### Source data
%%

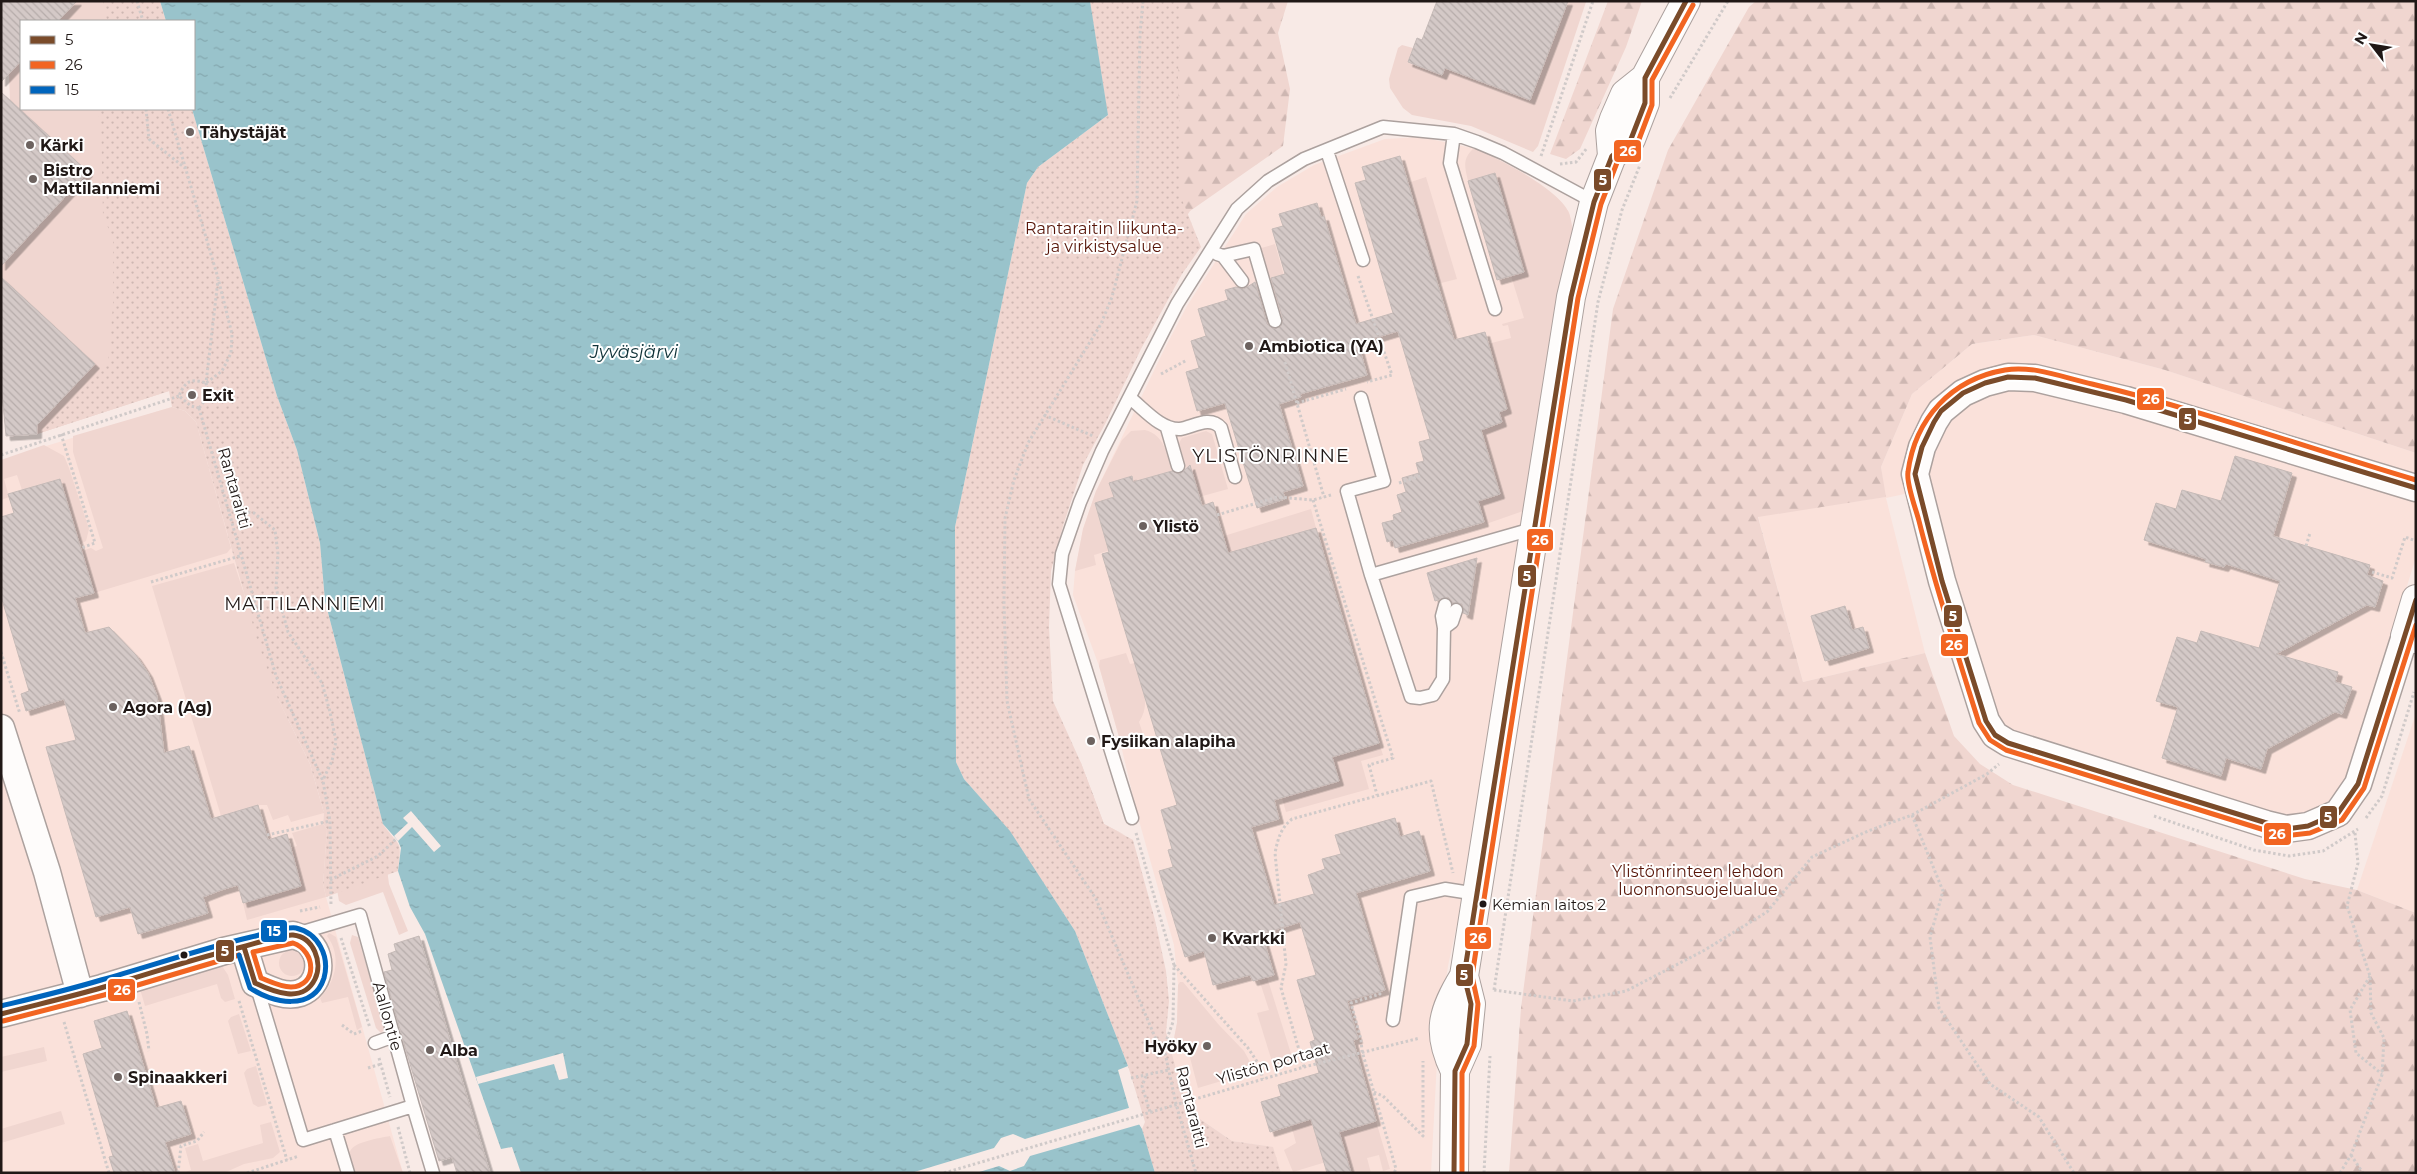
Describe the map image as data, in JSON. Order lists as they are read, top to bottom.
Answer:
{
  "streets": {
    "lane": ["Aallontie"],
    "path": ["Rantaraitti", "Ylistön portaat"]
  },
  "crossings": [
    ["Rantaraitti", "Ylistön portaat"]
  ],
  "districts": ["YLISTÖNRINNE", "MATTILANNIEMI"],
  "water": ["Jyväsjärvi"],
  "parks": ["Rantaraitin liikunta- ja virkistysalue", "Ylistönrinteen lehdon luonnonsuojelualue"],
  "places": [
    "Tähystäjät",
    "Kärki",
    "Bistro Mattilanniemi",
    "Ambiotica (YA)",
    "Exit",
    "Ylistö",
    "Agora (Ag)",
    "Fysiikan alapiha",
    "Kemian laitos 2",
    "Kvarkki",
    "Hyöky",
    "Alba",
    "Spinaakkeri"
  ],
  "lines": ["transit line 5", "transit line 26", "transit line 15"],
  "legend": ["5", "26", "15"],
  "north": "top left"
}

%%

Find the lines above holding the word "portaat" and show them.

### Expected answer
    "path": ["Rantaraitti", "Ylistön portaat"]
    ["Rantaraitti", "Ylistön portaat"]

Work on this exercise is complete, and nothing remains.